About to go to a yoga class with an amazing teacher.  Before a yoga class, especially one that begins my day, I feel just plain old gosh darn excited.  I also feel, sometimes, that I need to enter the studio already in a relaxed, centered state.  And when I think that…I am wrong.  Sometimes I feel the best after class when I began it in a pissed off, I’m gonna do a headstand if it kills me, can’t hear anything over my own loud breath.

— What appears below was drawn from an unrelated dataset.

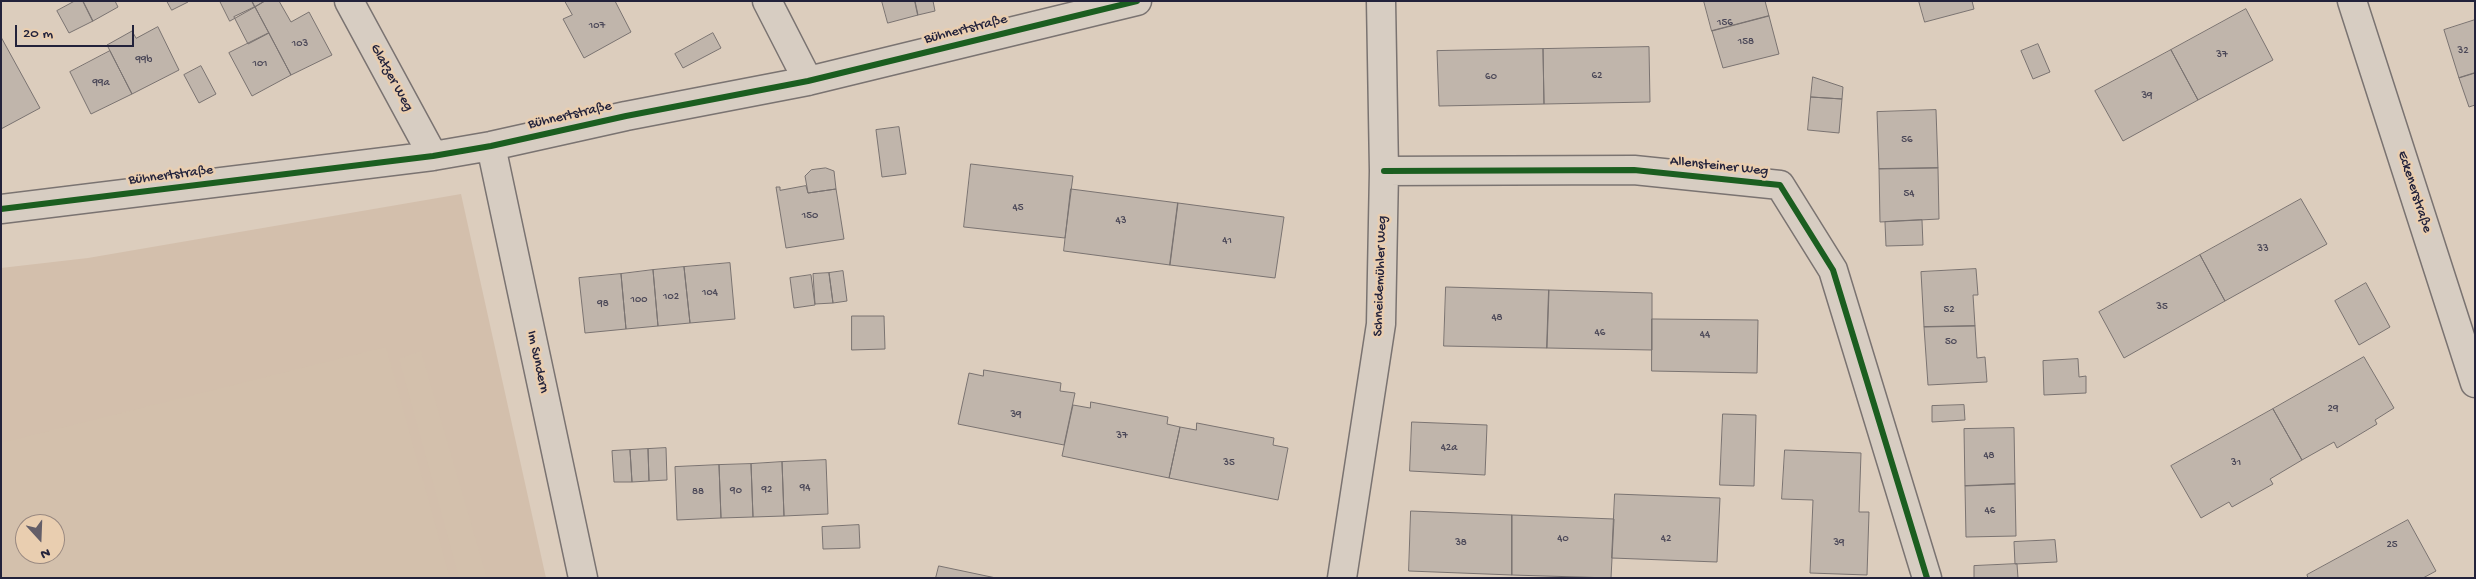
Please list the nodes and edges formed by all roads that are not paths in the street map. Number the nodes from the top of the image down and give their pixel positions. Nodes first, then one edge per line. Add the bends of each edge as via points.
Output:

Thankfully, this morning is not filled with anger issues (fireworks+martini+late night m&ms=how could you be mad at anything?).  Instead of going in angry, I will walk into the lovely little studio eager to reach that mindful state that allows me to get rid of the excess and unnecessary thoughts that grow like a film on my mind.  This film tends to make me angry (as opposed to amused) about dopey 14-year olds and their clothes that are sluttier than mine and phones that could kick my phones ass.  What’s the point?  Unfortunately, because I’m not a zen master this film tends to grow back(and because there are too many children in my town…what? don’t look at me like that…it was the film).

The best part about walking into a yoga class, for me anyway, is that I know that even if I get frustrated, sweaty, or exhausted, somehow my mind always finds its way to chill out and only soak in the good stuff.  I’d love to hear from other yogis about how you feel pre-yoga class (and sure, why not, post too).